Two different weddings. Both braiding traditions into a new wholeness.

I am in a position of privilege this summer.  Two couples asked me to coordinate their wedding ceremonies.   And so over the past few months I have held space for intimate conversations with engaged and loving people.  I have listened to hopes and have promoted their questions.

In some ways these couples could not be more different from each other.  One couple – a man and woman expecting a child, he mid-forties and previously married several times, she mid-thirties never married – navigates how their new family might find rooting in Islam.  For him, an earlier commitment to this ancient braid has been restored.  Ramadan fasting and salat (prayer) have become pillars of his life. And while the bride holds tenuous Christian roots, she is open to how their new family’s spiritual life may unfold.  The second couple is lesbian.  Women in their twenties, fiercely in love with each other and with Jesus, made space in their wedding ceremony to wash each other’s feet.  In a rural setting among a bunch of tattooed friends and loving family, they reenacted this beautiful ritual from 1st century Christianity.  These women began their future together by drawing strength from an ancient root.  And, in so doing, they reenact covenant in the midst of a broken world.

I say that I am position of privilege this summer because I have been at the center of people’s lives, and in their search for meaning and purpose.  I am allowed to hear stories of beauty, humor, pain and regret and to companion persons as they risk their futures (for all of life is a risk).  All the while, I am given the gift of witnessing the role that religious tradition is playing in their unfolding commitments.

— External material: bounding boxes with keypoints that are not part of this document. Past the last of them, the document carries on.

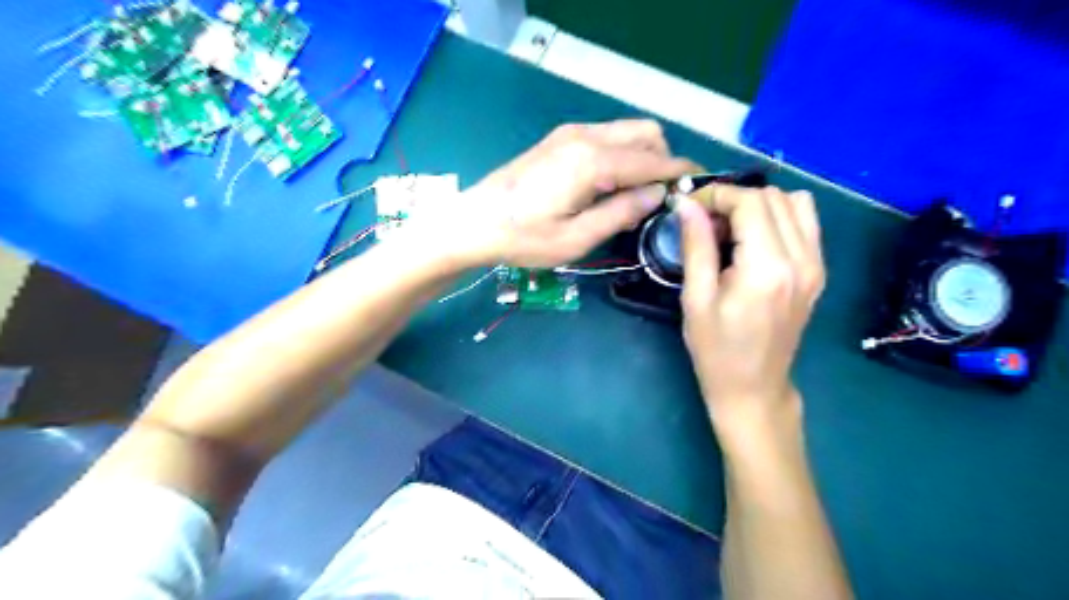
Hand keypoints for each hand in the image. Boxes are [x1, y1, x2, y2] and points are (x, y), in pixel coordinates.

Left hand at [423, 119, 697, 267]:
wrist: (474, 222)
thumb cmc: (524, 238)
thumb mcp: (576, 238)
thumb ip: (621, 213)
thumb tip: (657, 195)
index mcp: (593, 162)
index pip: (653, 160)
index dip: (681, 172)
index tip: (698, 187)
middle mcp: (587, 136)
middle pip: (646, 132)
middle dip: (663, 159)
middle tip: (660, 196)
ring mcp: (571, 133)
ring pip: (627, 131)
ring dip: (642, 156)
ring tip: (635, 194)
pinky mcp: (559, 139)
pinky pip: (606, 136)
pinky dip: (621, 154)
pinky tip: (609, 184)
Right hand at [676, 184, 824, 433]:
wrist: (754, 387)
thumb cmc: (716, 349)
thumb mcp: (695, 298)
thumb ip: (695, 245)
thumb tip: (686, 204)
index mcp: (767, 268)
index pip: (750, 202)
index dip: (716, 195)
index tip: (690, 206)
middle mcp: (801, 259)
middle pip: (772, 197)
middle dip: (734, 198)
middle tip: (705, 222)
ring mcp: (816, 265)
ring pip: (794, 203)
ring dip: (758, 205)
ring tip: (730, 229)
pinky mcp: (819, 271)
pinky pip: (805, 223)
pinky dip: (778, 217)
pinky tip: (753, 240)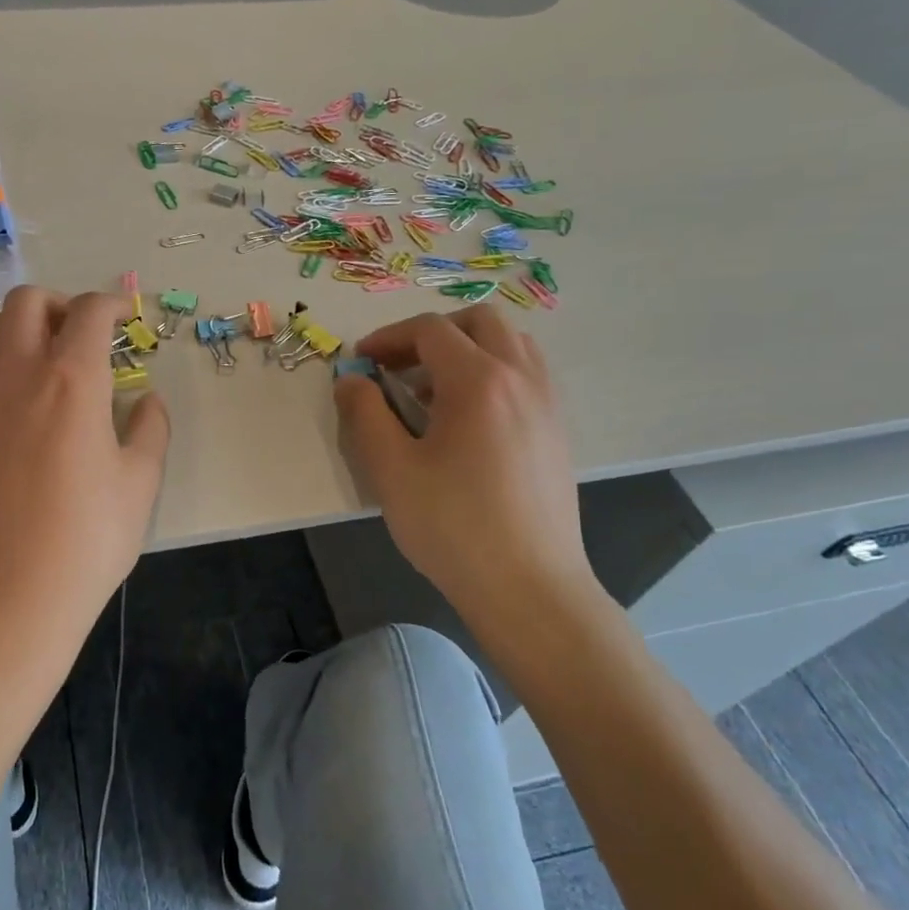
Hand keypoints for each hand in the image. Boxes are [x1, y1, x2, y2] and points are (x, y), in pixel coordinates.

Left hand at [0, 287, 169, 662]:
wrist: (10, 597)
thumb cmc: (88, 540)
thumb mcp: (140, 483)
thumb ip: (150, 428)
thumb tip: (146, 400)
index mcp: (72, 381)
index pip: (88, 313)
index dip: (110, 305)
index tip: (122, 318)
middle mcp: (18, 375)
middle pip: (26, 301)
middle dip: (59, 304)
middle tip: (82, 337)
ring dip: (21, 328)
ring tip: (47, 363)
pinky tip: (20, 404)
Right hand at [334, 306, 604, 652]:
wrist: (528, 587)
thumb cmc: (453, 526)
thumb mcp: (390, 469)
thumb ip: (364, 414)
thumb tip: (351, 380)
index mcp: (478, 381)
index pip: (429, 331)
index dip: (388, 338)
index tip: (361, 362)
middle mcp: (521, 378)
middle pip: (478, 322)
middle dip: (431, 334)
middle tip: (399, 366)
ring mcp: (547, 403)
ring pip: (510, 344)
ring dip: (466, 350)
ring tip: (433, 391)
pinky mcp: (557, 430)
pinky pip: (527, 374)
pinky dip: (493, 373)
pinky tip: (468, 420)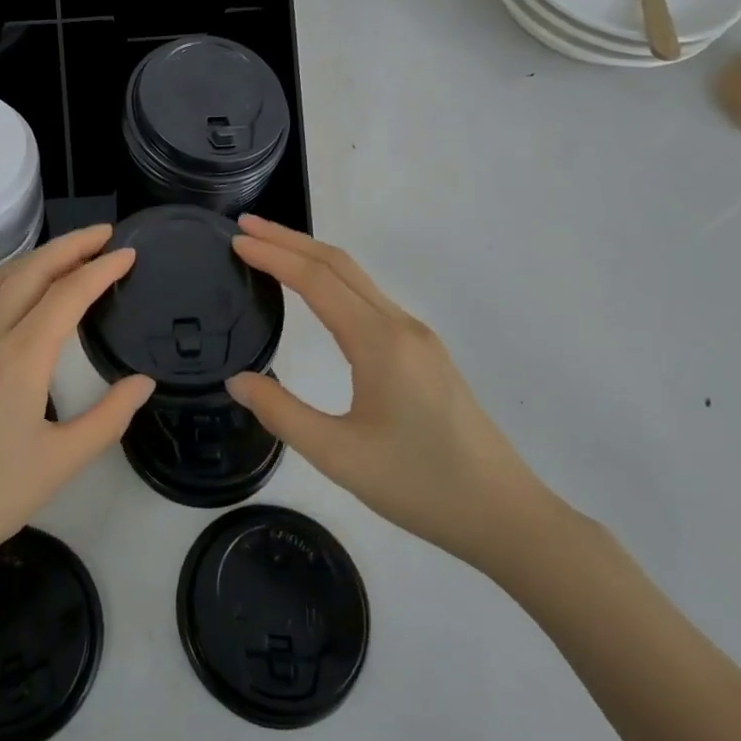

Our 21st century American landscape is rife with the “spiritual but not religious,” the “nones,” the spiritual refugees from religious institutions.    At the same time many people I know are trying to root in something bigger than the fleeting winds of fear and anxiety that waft around.  This year, 2017, might take the prize for the proverbial upset apple cart.  All over our world.  Democracy is on trial. Political parties are unmoored.  Basic human niceties stand on the chopping block as snarky tweets and Facebook wars grab our attention-deficit gaze every few seconds.

But then I come back to these two pairs of newly weds.  During their moments of sacred ritual this summer, they have been nonplussed by the upheaval all around them.   By claiming a strand of an ancient path, all four people have found resources to guide their present commitments.  As I celebrate the Braided Way, I sometimes feel dizzy with my own attraction to meditation, prayer, scripture, the medicine wheel, music, prayer beads, body work.  I realize that spirituality (as is true with life in general) is fluid with seasons for many things.  But in the midst of swirling chaos, these newly weds, who claim a simple strand of faith tradition, for a simple moment, help me stop and sit for a moment.